I was returning home from my college for a late lunch. I did not have classes in the afternoon, so I thought, I could afford a late lunch to save myself from coming back in the grueling heat. Though my mind was running away to a curd-rice plus saag bhaji , my favourite in summer, I was looking around in search for a fruit stall to buy some banana for puja, specifically wanted by my wife, for it was a Thursday. The street looked almost deserted, every dog taking a nap in some shade, and every puddle in the street simmering in the sun struggling to hold on to dear life. Typical of human life, I mumbled. We are in love with life, but hardly bother to add value to living. I discovered a small shop tucked away in a corner, near a banyan tree in its last lap of life, not because it was too old to exist, but men were too greedy of space to let it exist. Most trees are gone from the side of streets in cities, in the name of expansion. Are we really expanding ?

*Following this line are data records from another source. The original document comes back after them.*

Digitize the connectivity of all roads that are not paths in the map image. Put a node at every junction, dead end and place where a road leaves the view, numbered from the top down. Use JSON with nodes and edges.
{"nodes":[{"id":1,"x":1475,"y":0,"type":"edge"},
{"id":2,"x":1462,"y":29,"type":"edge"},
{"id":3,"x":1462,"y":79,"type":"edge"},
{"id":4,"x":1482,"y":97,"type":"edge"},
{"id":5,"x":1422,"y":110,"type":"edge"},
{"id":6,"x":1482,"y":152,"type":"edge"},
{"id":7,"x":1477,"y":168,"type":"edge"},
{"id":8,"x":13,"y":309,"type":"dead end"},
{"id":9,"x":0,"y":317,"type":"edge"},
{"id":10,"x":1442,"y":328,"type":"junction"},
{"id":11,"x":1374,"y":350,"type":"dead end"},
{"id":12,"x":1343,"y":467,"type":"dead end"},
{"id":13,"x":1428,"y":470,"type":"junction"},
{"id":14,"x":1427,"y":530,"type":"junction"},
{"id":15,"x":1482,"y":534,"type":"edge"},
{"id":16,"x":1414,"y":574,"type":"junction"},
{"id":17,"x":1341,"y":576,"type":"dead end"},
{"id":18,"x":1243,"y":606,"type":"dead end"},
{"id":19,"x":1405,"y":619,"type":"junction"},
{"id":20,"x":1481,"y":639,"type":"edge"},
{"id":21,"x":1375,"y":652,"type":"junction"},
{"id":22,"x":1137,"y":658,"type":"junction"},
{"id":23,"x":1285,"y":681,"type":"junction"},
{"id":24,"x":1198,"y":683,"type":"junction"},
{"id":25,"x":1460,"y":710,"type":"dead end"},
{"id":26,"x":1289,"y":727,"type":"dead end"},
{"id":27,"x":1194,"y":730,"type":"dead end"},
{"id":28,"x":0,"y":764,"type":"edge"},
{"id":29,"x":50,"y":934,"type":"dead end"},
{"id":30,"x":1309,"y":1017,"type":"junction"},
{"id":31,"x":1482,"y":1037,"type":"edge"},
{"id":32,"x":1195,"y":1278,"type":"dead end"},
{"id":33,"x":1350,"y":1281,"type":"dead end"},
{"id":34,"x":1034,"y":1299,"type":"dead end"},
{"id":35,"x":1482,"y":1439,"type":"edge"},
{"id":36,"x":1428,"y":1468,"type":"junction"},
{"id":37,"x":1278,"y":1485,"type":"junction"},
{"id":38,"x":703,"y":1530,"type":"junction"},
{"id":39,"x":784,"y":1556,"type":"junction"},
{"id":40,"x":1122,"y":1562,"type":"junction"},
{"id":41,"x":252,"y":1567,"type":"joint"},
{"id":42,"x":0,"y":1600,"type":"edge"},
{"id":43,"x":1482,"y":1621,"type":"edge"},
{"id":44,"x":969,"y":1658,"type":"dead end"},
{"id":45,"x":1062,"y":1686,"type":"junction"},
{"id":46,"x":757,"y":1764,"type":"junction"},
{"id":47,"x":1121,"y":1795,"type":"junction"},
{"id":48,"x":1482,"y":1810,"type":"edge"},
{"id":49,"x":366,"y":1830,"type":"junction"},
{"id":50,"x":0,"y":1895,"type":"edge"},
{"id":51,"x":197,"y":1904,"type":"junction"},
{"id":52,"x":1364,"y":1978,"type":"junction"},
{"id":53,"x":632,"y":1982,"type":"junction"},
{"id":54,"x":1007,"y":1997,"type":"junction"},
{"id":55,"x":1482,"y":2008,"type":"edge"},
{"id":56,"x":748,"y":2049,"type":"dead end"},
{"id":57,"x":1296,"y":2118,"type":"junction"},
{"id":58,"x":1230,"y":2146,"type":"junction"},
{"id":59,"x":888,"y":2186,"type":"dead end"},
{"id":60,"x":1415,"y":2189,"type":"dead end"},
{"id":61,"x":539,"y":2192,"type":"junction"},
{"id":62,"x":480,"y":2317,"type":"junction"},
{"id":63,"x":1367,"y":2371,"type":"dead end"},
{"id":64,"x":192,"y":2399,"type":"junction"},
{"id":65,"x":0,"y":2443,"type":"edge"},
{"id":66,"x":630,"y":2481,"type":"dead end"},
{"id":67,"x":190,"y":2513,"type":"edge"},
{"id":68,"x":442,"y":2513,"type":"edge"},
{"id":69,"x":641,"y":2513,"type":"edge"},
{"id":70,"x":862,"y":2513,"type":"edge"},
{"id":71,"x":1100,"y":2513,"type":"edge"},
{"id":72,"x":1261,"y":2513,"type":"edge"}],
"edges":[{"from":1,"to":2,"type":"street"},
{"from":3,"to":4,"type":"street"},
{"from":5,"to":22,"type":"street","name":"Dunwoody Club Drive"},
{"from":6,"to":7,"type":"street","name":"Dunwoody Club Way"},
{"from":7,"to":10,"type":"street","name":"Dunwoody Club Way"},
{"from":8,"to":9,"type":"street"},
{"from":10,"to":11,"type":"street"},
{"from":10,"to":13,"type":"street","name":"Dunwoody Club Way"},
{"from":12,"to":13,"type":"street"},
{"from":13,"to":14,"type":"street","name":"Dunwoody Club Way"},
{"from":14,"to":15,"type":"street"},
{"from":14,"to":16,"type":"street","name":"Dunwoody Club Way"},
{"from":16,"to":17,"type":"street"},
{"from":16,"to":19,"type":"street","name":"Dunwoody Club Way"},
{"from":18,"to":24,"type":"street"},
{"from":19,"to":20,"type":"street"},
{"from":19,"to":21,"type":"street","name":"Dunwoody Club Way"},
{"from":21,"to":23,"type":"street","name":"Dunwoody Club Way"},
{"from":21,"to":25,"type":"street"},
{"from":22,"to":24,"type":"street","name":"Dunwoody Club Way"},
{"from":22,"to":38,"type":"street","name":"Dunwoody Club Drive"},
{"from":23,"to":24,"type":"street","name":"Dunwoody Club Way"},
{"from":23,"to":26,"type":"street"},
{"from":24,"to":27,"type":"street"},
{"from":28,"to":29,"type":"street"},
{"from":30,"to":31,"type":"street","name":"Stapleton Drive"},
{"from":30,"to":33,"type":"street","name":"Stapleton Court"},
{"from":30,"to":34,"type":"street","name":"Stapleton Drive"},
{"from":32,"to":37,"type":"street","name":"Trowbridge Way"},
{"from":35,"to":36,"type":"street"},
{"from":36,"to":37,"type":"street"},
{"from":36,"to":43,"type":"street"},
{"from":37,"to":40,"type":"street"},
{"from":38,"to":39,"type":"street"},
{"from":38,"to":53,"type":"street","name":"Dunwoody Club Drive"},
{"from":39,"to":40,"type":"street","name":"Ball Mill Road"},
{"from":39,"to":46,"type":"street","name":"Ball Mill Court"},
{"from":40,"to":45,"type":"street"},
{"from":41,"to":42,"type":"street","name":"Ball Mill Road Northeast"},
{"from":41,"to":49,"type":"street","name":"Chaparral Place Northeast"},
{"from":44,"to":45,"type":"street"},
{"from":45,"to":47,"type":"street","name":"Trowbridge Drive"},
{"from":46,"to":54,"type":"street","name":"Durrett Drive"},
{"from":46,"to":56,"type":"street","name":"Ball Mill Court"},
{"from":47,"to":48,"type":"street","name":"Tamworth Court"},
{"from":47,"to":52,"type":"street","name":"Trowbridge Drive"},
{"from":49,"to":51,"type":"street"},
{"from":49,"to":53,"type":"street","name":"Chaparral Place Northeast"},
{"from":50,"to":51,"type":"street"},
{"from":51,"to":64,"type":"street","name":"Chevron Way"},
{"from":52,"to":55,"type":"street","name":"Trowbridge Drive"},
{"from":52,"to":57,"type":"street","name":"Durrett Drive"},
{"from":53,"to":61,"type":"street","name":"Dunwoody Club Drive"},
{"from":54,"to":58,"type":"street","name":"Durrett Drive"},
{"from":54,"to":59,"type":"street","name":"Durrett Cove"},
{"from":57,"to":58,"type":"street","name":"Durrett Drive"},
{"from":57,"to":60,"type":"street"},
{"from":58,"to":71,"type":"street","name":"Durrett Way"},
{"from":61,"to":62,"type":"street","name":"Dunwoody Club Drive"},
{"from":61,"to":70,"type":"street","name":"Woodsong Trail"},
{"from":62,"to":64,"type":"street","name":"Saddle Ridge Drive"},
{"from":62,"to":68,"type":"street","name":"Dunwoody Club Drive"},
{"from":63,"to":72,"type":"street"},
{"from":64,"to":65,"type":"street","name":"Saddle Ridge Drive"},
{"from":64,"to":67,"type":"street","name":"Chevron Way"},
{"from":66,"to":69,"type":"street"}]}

I got down from the cycle rickshaw, and went near the shop to buy some banana. On my right, a little away from where I stood was unfolding the first scene of the drama. A blind beggar was sitting in shade with the tell-tale tin in front of him. A vendor stepped into the shade and rested his vender’s frame against the trunk of the tree. In villages and side streets of cities we see these vendors selling a thousand things, each not more than a rupee or two. They make a cross-like bamboo frame with three or four bars tied across a vertical pole. Then they hang typical women’s needs on them. One can find ribbons, balloons, tooth-pricks, ear-diggers, nail-clippers, hair-dressing items, locks, and a hundred other things hanging from those bars. They walk the street, stand at a corner, and ring a bell. Customers come to choose whatever they need. Living from hand to mouth. I overheard them.
Vendor – Rahim bhayya, kya kuchh mila ? (did you get anything)
Rahim – Kaun.. Hari bhayya ? Allahki mehrbani, ek paisa bhi nahin.(By the grace of Allah, not even a paisa)
Hari – Hm. To kya khaoge ? (what are you going to eat ?)
Rahim – Allahki mehrbanise thoda pani milegi to achha hoga.(By the grace of Allah if I get a little water to drink, it would be alright)
Hari - Allah karega to panika sath aur kuchh bhi miljayega Rahim bhayya. Aj mujhe do rupayya munafa mila. Isi do rupayyame char puri to hoga. Tum baith raho. Mein abhi char puri lekar aata hun. (If Allah wants, we can get something else with water. Today I got two rupees as profit. Two rupees can buy four puris. You keep sitting here, I will go and bring four puris.)
I kept on standing there pretending I was afraid to brave the sun. In fact I was struck by the piece of great humanity unfolding before me. The vendor came back with two green leaves pack, each containing two puris, and a little chutney each. Hari had brought a tinful of water too. He sat down and passed on one packet to Rahim. Both ate the puris with great relish, drank water from the tin, and fell to their inconsequential daily gossip. They do not talk of purpose of life, of new technologies, of international politics, of fashions and films, but of simple living. I left the shade, washed by the lyrics of life, by the quintessential beauty of an inconsequential life.
But that was not all. God had something more for me before the end of the day.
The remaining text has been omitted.